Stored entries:
....................

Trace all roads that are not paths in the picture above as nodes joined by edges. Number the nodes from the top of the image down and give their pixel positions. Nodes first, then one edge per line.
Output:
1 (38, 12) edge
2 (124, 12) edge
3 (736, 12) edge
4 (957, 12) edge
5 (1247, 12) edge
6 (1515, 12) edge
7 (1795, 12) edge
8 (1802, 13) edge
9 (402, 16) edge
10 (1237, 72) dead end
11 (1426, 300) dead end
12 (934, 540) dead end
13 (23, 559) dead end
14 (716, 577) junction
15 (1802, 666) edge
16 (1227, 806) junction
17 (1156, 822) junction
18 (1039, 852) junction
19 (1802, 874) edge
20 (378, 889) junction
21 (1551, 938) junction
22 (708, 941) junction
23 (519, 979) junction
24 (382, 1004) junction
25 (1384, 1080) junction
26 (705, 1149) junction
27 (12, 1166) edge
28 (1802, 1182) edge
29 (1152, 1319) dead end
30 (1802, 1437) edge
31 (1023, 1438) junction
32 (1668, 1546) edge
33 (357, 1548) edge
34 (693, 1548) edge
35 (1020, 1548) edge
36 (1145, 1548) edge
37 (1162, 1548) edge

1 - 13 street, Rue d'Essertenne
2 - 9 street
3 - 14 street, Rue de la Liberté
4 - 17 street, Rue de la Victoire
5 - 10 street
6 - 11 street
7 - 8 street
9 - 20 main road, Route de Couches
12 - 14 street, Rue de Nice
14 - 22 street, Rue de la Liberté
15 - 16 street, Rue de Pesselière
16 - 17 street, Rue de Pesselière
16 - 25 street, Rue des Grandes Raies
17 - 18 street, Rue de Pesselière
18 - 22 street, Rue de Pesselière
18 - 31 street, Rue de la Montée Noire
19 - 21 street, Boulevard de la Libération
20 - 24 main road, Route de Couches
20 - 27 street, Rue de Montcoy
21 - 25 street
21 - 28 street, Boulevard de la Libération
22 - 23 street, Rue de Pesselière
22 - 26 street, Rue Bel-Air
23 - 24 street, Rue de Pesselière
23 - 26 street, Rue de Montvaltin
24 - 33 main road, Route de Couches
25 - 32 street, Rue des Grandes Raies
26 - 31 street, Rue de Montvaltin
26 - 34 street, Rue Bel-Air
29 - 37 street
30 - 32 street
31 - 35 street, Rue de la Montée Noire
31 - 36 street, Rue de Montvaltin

....................

Copy out the entries. Change nothing.

Trace all roads that are not paths in the picture above as nodes joined by edges. Number the nodes from the top of the image down and give their pixel positions. Nodes first, then one edge per line.
Output:
1 (38, 12) edge
2 (124, 12) edge
3 (736, 12) edge
4 (957, 12) edge
5 (1247, 12) edge
6 (1515, 12) edge
7 (1795, 12) edge
8 (1802, 13) edge
9 (402, 16) edge
10 (1237, 72) dead end
11 (1426, 300) dead end
12 (934, 540) dead end
13 (23, 559) dead end
14 (716, 577) junction
15 (1802, 666) edge
16 (1227, 806) junction
17 (1156, 822) junction
18 (1039, 852) junction
19 (1802, 874) edge
20 (378, 889) junction
21 (1551, 938) junction
22 (708, 941) junction
23 (519, 979) junction
24 (382, 1004) junction
25 (1384, 1080) junction
26 (705, 1149) junction
27 (12, 1166) edge
28 (1802, 1182) edge
29 (1152, 1319) dead end
30 (1802, 1437) edge
31 (1023, 1438) junction
32 (1668, 1546) edge
33 (357, 1548) edge
34 (693, 1548) edge
35 (1020, 1548) edge
36 (1145, 1548) edge
37 (1162, 1548) edge

1 - 13 street, Rue d'Essertenne
2 - 9 street
3 - 14 street, Rue de la Liberté
4 - 17 street, Rue de la Victoire
5 - 10 street
6 - 11 street
7 - 8 street
9 - 20 main road, Route de Couches
12 - 14 street, Rue de Nice
14 - 22 street, Rue de la Liberté
15 - 16 street, Rue de Pesselière
16 - 17 street, Rue de Pesselière
16 - 25 street, Rue des Grandes Raies
17 - 18 street, Rue de Pesselière
18 - 22 street, Rue de Pesselière
18 - 31 street, Rue de la Montée Noire
19 - 21 street, Boulevard de la Libération
20 - 24 main road, Route de Couches
20 - 27 street, Rue de Montcoy
21 - 25 street
21 - 28 street, Boulevard de la Libération
22 - 23 street, Rue de Pesselière
22 - 26 street, Rue Bel-Air
23 - 24 street, Rue de Pesselière
23 - 26 street, Rue de Montvaltin
24 - 33 main road, Route de Couches
25 - 32 street, Rue des Grandes Raies
26 - 31 street, Rue de Montvaltin
26 - 34 street, Rue Bel-Air
29 - 37 street
30 - 32 street
31 - 35 street, Rue de la Montée Noire
31 - 36 street, Rue de Montvaltin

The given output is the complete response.